_What needs to be done_
The lines to copy are those with "Spring" in them. Pull each one from the entries below.

_Available data_
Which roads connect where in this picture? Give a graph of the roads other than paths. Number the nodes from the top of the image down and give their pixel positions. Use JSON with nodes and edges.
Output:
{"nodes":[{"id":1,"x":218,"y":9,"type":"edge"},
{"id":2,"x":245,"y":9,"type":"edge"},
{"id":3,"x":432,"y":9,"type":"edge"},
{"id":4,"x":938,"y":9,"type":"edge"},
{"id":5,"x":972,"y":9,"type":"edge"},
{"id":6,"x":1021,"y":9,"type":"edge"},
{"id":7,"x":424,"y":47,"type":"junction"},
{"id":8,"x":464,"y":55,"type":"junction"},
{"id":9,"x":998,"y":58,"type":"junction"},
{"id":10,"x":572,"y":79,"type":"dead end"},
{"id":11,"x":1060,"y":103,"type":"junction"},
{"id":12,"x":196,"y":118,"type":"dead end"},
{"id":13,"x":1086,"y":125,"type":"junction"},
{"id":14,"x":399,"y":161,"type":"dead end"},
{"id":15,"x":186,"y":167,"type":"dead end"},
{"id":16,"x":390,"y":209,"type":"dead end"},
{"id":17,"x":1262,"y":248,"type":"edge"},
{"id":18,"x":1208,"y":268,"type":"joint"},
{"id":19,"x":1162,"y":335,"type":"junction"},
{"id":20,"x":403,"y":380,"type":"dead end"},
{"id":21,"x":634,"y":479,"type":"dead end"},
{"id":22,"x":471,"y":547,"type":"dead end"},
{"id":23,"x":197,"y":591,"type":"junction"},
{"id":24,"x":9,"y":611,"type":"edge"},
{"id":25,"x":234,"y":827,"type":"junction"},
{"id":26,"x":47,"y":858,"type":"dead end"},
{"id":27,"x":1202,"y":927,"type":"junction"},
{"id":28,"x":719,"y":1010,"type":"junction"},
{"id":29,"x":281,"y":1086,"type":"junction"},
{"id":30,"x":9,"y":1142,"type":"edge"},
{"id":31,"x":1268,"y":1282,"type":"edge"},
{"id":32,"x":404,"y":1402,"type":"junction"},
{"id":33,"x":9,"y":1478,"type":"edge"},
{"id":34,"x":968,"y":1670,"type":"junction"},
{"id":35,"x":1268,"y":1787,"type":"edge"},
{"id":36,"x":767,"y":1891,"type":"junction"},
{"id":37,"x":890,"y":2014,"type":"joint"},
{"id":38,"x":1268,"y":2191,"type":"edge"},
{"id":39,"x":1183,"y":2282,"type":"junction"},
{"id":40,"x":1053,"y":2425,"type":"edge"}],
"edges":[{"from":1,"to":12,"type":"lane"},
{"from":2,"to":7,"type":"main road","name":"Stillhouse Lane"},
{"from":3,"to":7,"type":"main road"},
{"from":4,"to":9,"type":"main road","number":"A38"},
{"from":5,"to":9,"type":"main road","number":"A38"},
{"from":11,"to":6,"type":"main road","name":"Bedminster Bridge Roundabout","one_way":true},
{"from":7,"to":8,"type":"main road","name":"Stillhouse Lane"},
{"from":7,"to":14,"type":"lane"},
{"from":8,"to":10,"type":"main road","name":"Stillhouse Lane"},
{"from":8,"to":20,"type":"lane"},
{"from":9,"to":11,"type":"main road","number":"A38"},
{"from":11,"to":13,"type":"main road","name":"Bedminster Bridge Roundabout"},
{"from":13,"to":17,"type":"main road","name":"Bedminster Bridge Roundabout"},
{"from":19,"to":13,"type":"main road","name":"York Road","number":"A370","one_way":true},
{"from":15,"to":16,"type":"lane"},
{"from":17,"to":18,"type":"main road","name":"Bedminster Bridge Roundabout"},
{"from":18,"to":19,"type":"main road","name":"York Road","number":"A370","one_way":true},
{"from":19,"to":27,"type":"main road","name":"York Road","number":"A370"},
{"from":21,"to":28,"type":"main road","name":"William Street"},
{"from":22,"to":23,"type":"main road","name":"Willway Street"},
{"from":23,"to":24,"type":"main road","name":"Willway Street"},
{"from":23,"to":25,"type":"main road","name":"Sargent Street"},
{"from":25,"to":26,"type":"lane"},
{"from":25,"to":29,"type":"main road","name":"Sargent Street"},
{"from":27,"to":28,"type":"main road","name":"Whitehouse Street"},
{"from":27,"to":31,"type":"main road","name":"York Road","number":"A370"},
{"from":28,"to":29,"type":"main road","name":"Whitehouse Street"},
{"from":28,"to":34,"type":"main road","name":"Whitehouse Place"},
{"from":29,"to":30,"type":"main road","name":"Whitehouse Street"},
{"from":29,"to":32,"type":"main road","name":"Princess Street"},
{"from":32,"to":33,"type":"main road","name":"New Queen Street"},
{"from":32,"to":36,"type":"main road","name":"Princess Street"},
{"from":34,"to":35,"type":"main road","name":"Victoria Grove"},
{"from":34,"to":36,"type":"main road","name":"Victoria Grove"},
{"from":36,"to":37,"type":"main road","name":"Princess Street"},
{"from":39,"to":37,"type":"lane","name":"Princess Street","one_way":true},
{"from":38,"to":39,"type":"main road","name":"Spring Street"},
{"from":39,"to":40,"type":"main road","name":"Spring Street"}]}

_Result_
{"from":38,"to":39,"type":"main road","name":"Spring Street"},
{"from":39,"to":40,"type":"main road","name":"Spring Street"}]}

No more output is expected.